• **Activity**: Your answer should consist of the lines in the data below that contain "Nodes".

Saved entries:

▶

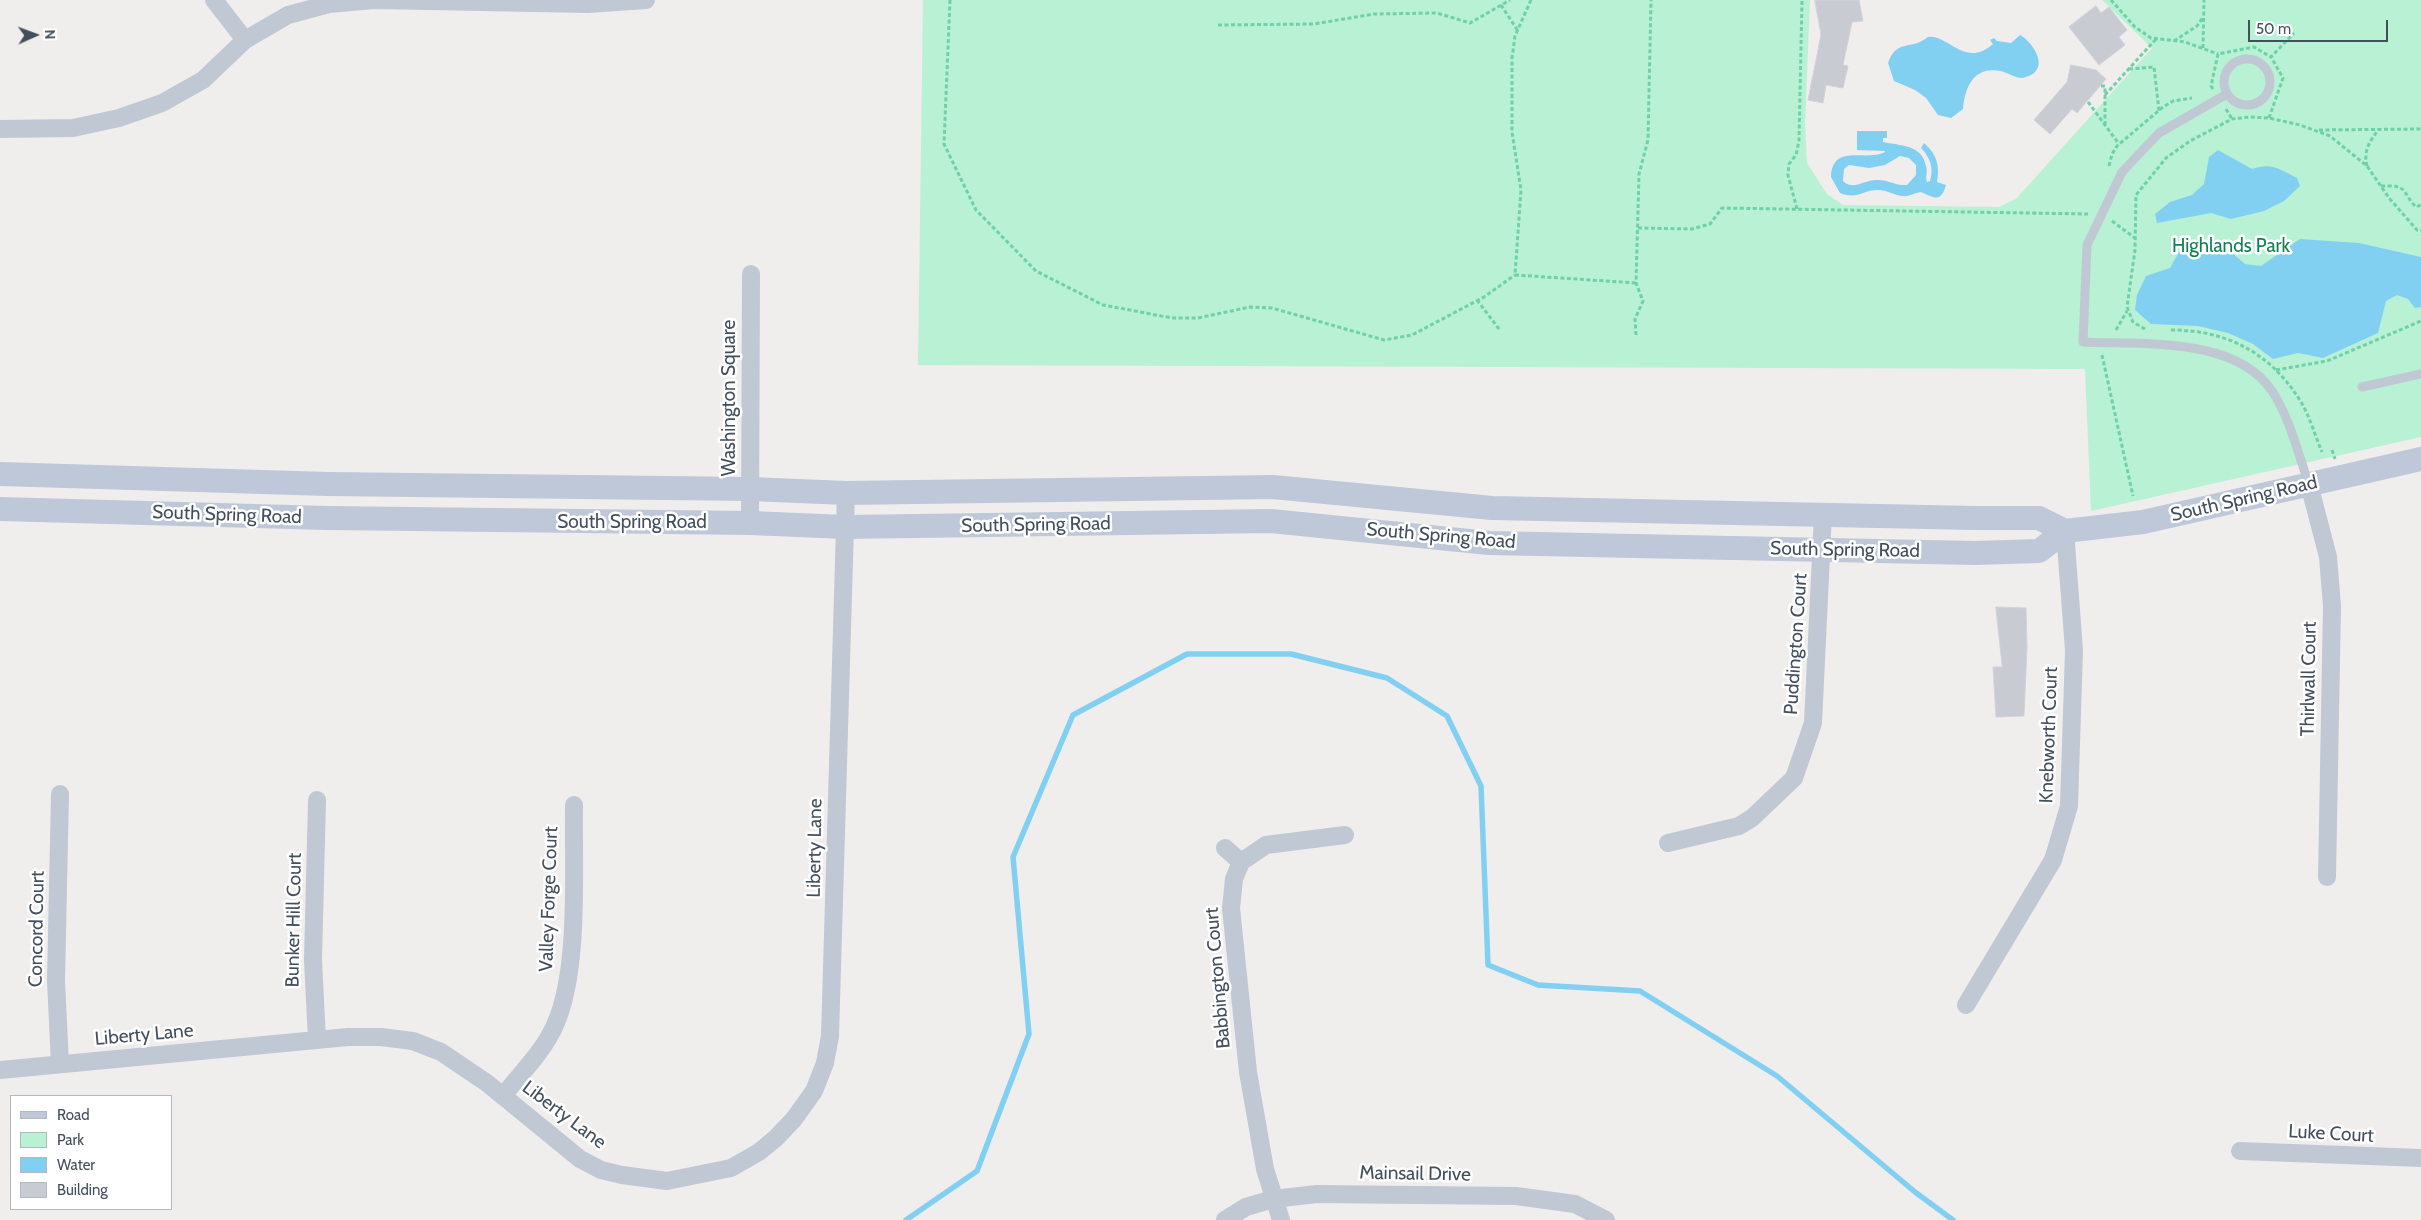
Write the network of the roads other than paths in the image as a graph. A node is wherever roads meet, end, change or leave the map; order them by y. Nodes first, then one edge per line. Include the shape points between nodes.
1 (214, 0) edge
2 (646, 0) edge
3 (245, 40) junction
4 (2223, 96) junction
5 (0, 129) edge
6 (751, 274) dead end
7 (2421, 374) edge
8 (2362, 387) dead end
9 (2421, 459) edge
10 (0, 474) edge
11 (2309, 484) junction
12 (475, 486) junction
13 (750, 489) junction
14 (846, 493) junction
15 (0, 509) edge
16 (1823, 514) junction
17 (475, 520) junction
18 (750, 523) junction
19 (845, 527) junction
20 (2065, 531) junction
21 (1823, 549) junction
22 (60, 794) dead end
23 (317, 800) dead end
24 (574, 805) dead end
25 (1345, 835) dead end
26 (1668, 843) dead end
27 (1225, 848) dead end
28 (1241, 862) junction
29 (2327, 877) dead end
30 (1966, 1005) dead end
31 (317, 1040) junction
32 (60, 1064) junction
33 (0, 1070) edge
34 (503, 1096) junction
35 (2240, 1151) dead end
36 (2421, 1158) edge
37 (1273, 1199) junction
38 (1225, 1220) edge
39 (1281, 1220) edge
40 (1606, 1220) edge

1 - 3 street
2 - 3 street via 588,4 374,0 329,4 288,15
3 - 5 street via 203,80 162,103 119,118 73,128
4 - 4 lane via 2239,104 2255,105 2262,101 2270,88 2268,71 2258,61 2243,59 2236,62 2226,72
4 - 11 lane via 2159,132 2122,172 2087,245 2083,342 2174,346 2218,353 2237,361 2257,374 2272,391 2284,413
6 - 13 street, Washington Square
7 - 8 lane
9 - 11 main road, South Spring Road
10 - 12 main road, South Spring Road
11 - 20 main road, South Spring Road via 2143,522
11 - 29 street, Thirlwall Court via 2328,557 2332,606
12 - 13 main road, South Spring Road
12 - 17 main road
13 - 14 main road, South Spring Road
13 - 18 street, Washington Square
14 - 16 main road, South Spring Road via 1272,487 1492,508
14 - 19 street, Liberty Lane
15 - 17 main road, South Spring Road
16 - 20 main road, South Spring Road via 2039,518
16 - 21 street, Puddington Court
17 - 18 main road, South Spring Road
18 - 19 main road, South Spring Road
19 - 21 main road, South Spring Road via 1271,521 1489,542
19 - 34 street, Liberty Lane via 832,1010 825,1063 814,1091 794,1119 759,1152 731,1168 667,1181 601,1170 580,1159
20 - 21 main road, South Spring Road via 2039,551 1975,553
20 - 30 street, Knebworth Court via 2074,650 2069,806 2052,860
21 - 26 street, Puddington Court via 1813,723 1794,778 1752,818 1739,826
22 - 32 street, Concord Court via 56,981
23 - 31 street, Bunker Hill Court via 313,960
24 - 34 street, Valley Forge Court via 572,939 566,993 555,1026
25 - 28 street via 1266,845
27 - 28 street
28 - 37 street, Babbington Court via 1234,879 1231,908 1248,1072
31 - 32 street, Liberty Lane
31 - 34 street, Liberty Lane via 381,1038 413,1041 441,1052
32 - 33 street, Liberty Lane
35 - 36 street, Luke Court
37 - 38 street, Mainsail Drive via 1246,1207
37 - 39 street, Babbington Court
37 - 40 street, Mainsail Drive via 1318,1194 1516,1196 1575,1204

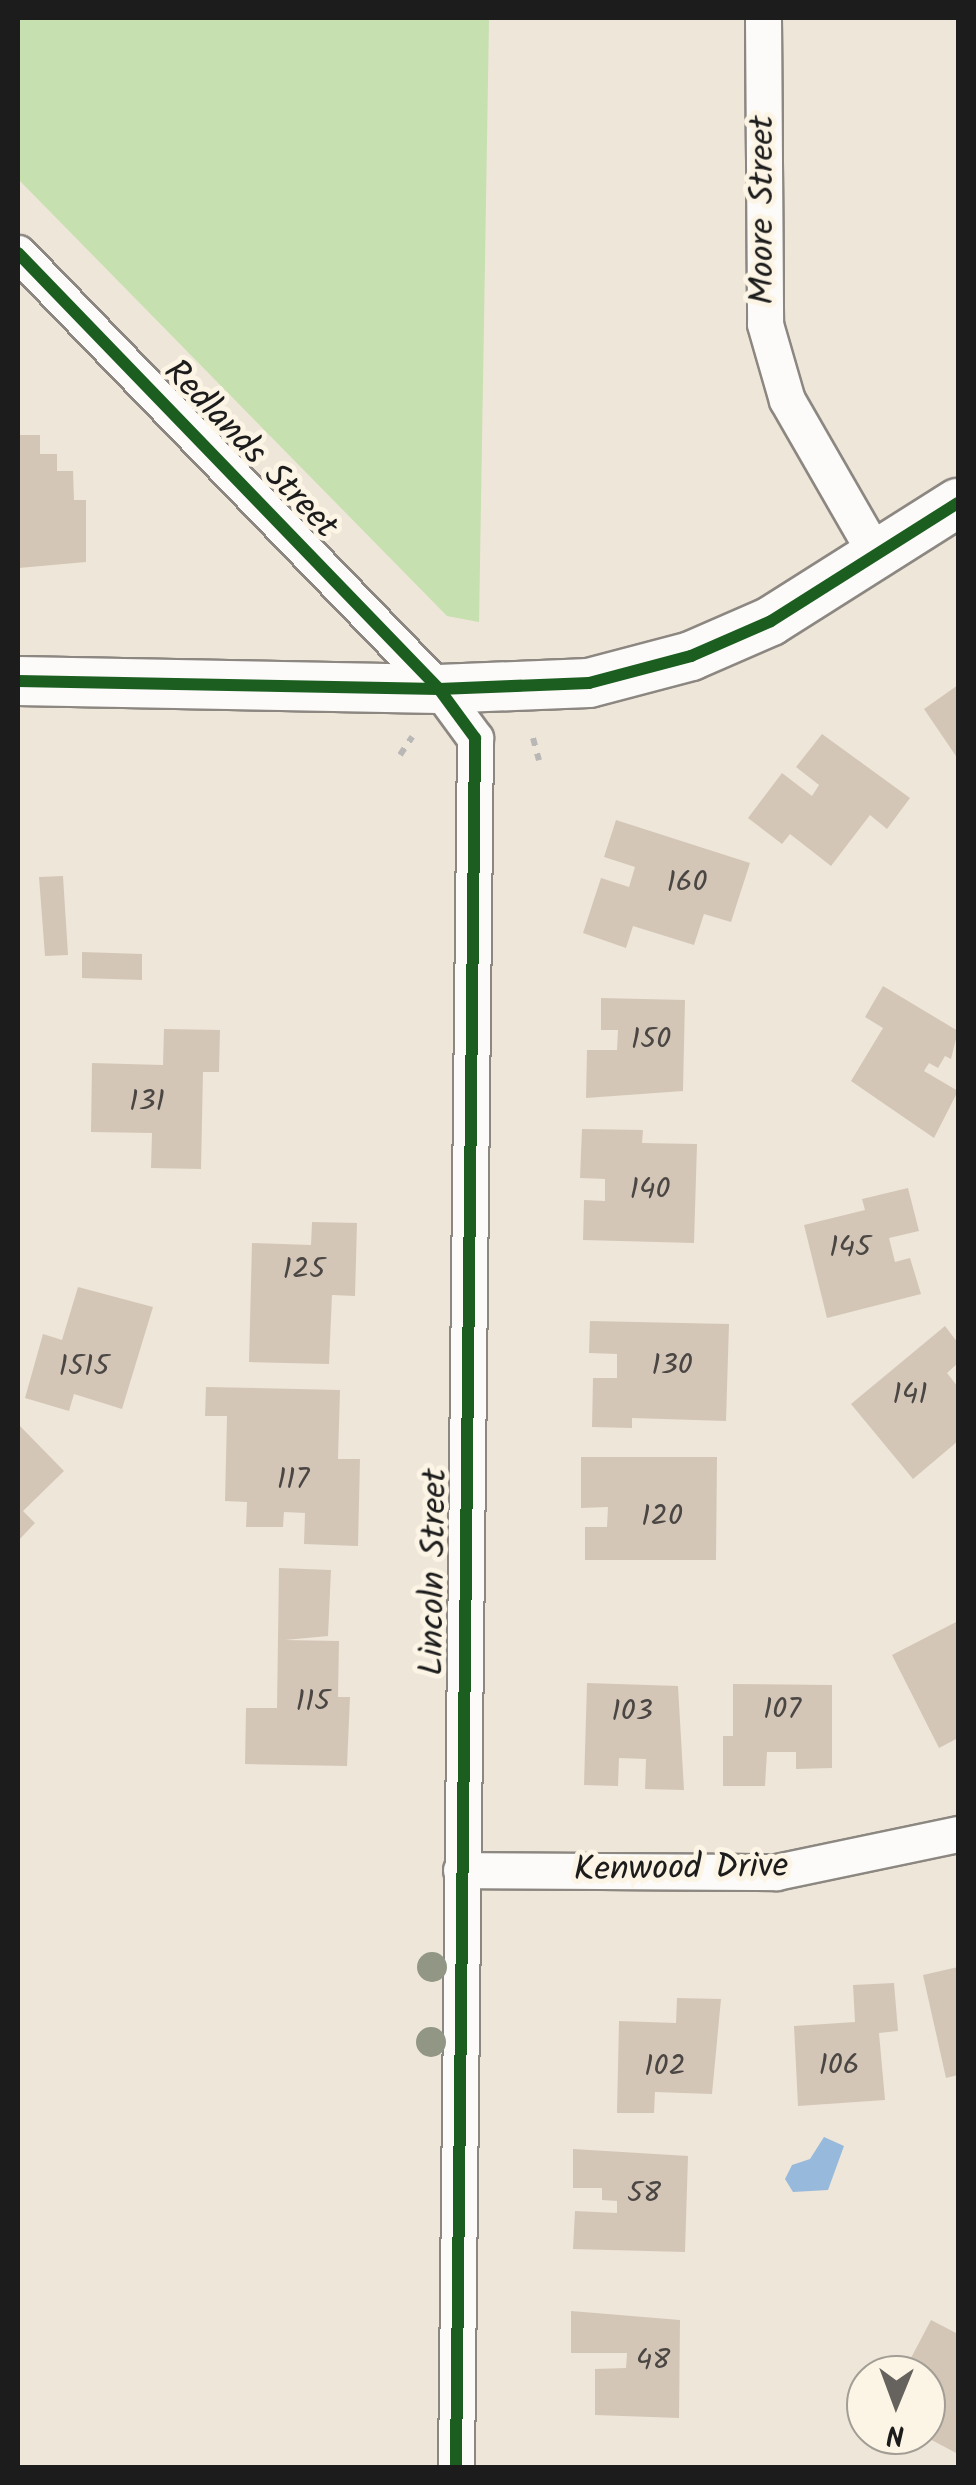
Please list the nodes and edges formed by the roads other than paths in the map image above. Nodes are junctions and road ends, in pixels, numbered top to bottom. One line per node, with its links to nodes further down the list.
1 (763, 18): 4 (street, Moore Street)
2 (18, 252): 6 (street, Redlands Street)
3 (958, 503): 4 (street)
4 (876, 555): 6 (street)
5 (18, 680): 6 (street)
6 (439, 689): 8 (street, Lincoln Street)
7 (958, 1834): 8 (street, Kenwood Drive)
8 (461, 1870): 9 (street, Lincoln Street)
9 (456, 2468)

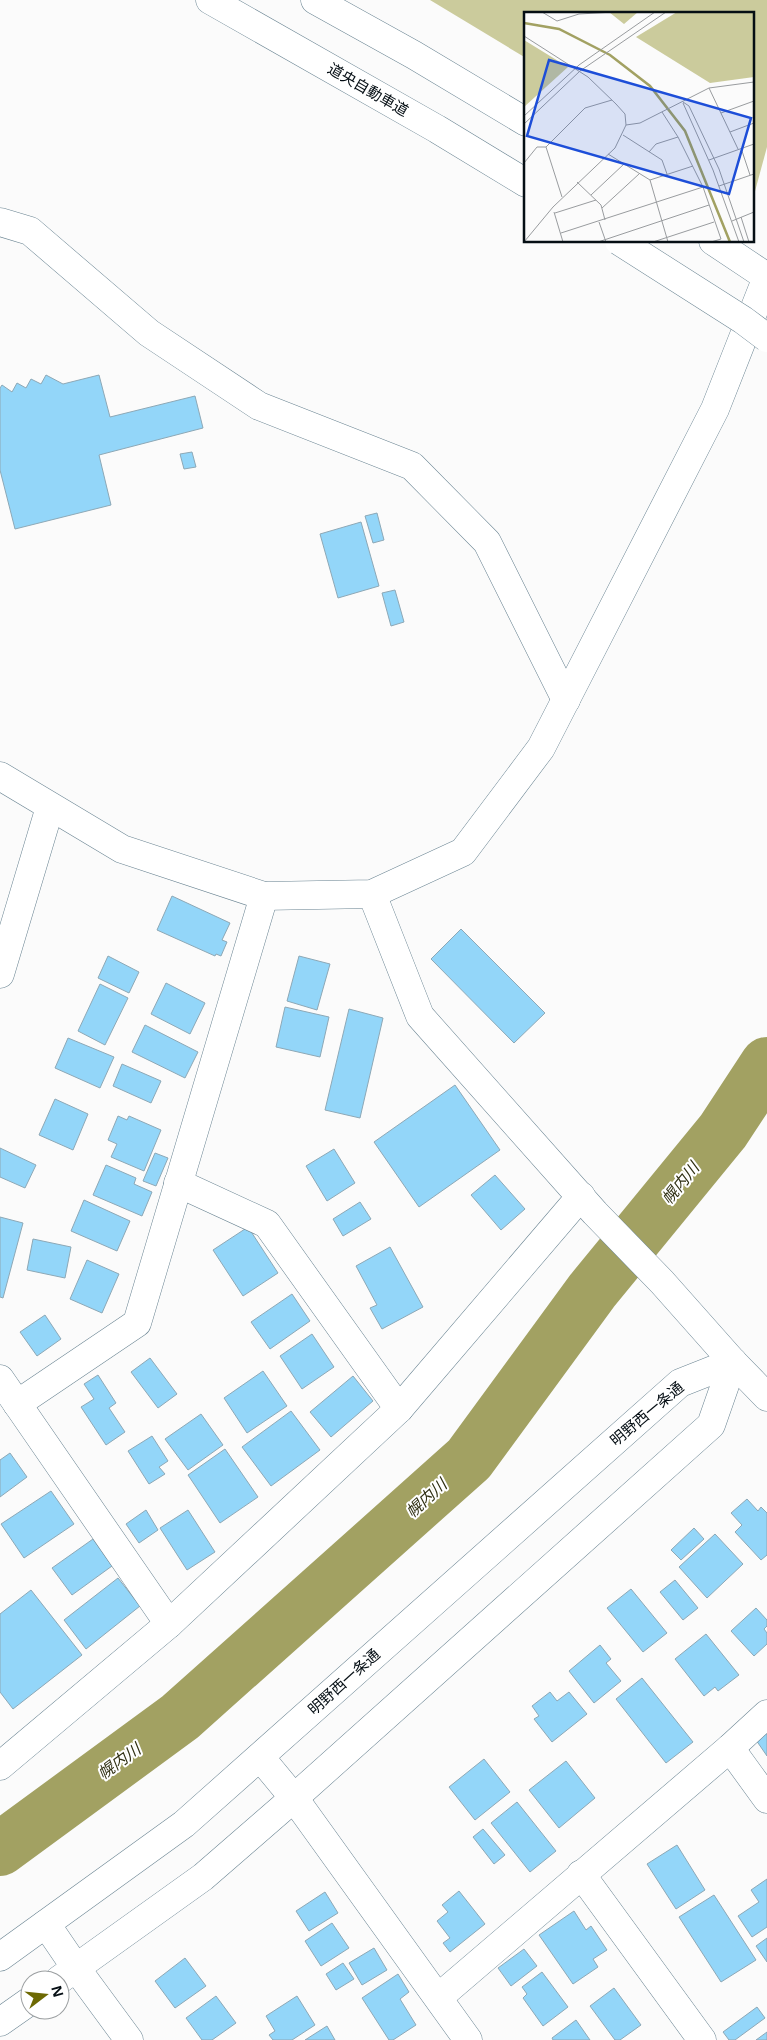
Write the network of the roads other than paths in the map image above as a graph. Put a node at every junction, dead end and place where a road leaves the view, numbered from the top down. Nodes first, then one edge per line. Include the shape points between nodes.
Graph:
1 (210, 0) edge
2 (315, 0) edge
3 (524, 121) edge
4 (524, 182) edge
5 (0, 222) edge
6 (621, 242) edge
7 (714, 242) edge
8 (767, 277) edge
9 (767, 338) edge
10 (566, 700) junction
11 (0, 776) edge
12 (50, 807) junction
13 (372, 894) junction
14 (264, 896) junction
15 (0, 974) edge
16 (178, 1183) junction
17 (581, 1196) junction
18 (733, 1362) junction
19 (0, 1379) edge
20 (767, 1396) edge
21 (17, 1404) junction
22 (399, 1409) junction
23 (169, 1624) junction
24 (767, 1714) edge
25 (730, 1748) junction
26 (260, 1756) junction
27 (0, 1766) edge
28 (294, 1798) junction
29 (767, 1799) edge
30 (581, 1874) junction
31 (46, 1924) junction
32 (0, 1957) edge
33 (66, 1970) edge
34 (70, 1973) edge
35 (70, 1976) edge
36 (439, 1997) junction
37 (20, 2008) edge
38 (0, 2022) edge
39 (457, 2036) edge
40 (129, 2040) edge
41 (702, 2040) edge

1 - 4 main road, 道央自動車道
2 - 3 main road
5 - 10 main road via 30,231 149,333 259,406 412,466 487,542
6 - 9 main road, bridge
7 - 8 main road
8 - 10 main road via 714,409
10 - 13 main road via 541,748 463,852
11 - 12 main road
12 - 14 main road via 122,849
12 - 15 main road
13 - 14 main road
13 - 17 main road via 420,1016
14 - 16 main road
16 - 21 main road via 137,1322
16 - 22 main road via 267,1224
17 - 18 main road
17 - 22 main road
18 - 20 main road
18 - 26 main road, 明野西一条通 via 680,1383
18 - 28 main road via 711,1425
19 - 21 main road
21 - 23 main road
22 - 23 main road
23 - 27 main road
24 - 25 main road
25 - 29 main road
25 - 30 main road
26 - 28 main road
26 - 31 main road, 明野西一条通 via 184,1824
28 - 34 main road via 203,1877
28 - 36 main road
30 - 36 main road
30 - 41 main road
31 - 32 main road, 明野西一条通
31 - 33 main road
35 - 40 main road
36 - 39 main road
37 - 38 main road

◀

• **Task answer**:
Write the network of the roads other than paths in the image as a graph. A node is wherever roads meet, end, change or leave the map; order them by y. Nodes first, then one edge per line. Include the shape points between nodes.
Please list the nodes and edges formed by the roads other than paths in the map image above. Nodes are junctions and road ends, in pixels, numbered top to bottom. One line per node, with its links to nodes further down the list.
Write the network of the roads other than paths in the map image above as a graph. Put a node at every junction, dead end and place where a road leaves the view, numbered from the top down. Nodes first, then one edge per line. Include the shape points between nodes.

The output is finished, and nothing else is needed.